Small streams could be in danger (Joao Branco/Unsplash/)

The Trump Administration just announced yet another blow to the country’s environmental protections. On Thursday, officials from the EPA and the U.S. Army Corps of Engineers repealed an Obama administration update to the 1972 Clean Water Act, which had expanded protection to wetlands and streams that are disconnected from navigable rivers. “They’re effectively sending us back 30 years in our protections of U.S. waters,” says Peter Gleick, co-founder of the Pacific Institute and a MacArthur “genius” Fellowship winner for his work as a climate and water scientist.

The 2015 rule has broadened the definition of “waters of the United States,” which allowed the EPA to regulate pollutants in a much greater proportion of waterways than before. Dry washes and streams may only flow intermittently, but according to an EPA report they make up about 59 percent of streams in the U.S. and 81 percent of those in the Southwest. Another EPA report, which supported the 2015 rule, reviewed more than 1,200 studies on small streams and wetlands and found that they’re critical to the health of downstream rivers: “There is ample evidence that many wetlands and open waters located outside of riparian areas and floodplains, even when lacking surface water connections, provide physical, chemical, and biological functions that could affect the integrity of downstream waters.” And yet, many of these waters now have no protection under federal law.

The original definition of “waters of the United States” mainly covered large rivers, their tributaries, and adjacent wetlands. The Clean Water Act requires industrial and municipal polluters discharging to these rivers to obtain permits from the EPA and the 2015 update expanded those regulations to include smaller streams and wetlands. Thursday’s repeal will soon be followed by a rule change, and the replacement text would basically revert to the ’70s-level protections. Officials have stated that the change would remove a current “regulatory patchwork”—the 2015 update only applies to 22 states, Washington D.C. and U.S. territories because other states have challenged the rule in court.
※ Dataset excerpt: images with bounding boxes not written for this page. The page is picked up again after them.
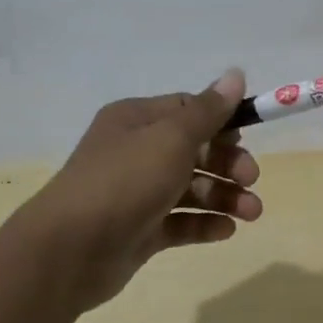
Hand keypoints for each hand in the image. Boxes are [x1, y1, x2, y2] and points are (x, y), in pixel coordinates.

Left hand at [21, 70, 262, 311]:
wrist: (70, 249)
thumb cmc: (125, 181)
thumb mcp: (172, 138)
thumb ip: (208, 111)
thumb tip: (236, 73)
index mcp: (137, 120)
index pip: (187, 110)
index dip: (221, 121)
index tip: (247, 137)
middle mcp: (135, 152)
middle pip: (193, 150)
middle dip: (227, 163)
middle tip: (251, 178)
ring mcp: (137, 193)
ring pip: (190, 188)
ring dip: (224, 196)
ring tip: (252, 213)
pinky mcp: (140, 230)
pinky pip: (179, 222)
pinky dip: (204, 224)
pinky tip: (228, 230)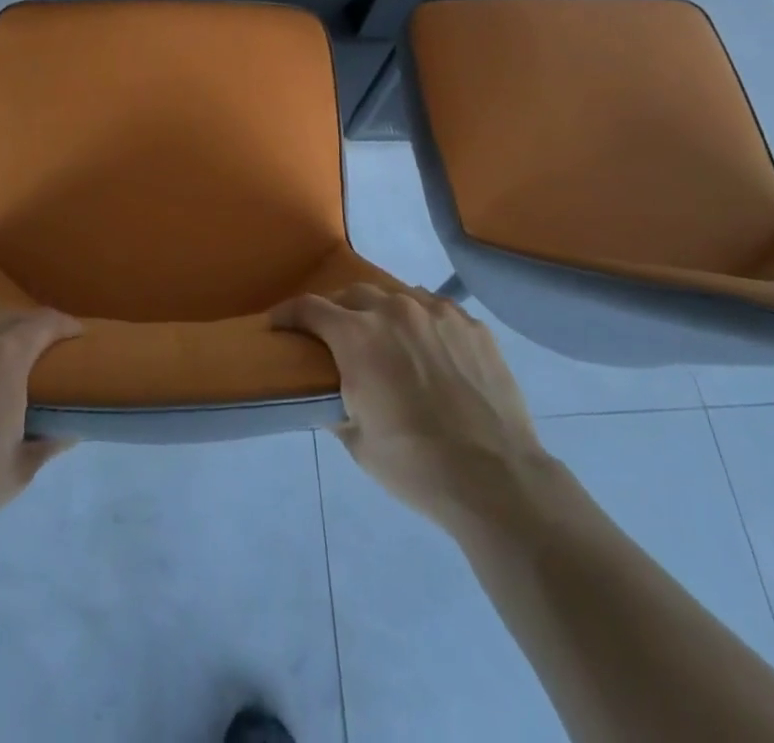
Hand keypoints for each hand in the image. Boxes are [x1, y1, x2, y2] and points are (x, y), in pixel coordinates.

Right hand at [272, 284, 548, 534]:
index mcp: (357, 336)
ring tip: (385, 339)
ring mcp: (437, 313)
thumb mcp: (358, 443)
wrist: (495, 478)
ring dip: (381, 312)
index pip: (310, 308)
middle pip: (353, 294)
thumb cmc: (415, 465)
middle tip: (335, 335)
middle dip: (337, 310)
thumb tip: (328, 395)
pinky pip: (435, 310)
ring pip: (396, 296)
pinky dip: (421, 321)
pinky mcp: (471, 324)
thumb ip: (335, 407)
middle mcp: (394, 310)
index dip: (288, 313)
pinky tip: (428, 348)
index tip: (278, 323)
In a press release, EPA Administrator Andrew Wheeler said redefining “water of the United States” would “provide greater regulatory certainty for farmers, landowners, home builders, and developers nationwide.”

But despite whatever uncertainty there may have been, the 2015 update was enacted for a reason: the streams and wetlands that aren’t flowing into or right next to major rivers are still crucial for wildlife and humans. Drinking water for one in three people in the lower 48 comes from same waters that just lost their federal protection in the repeal, as PopSci has reported previously. “The weakening that we’re seeing today is really serious—It’s really cutting protection for drinking water for a lot of Americans,” says Gleick. “A lot of our groundwater resources and a lot of our surface water resources are now going to be vulnerable to far more pollution.”

The 2015 rule also regulated pesticides and nutrients leaching from many farmers’ fields—a diffuse but cumulatively significant source of pollution. In the Mississippi basin, for example, the pollutants from numerous farms that trickle into small streams and wetlands eventually flow into the river and then into the Gulf of Mexico, says Gleick. This impacts water quality and leads to the growth of massive algal blooms and fish die offs. “Some farmers would have had to get permits to discharge pollutants into the streams and wetlands,” says Gleick. But now that requirement has been lifted, and our waters will suffer for it.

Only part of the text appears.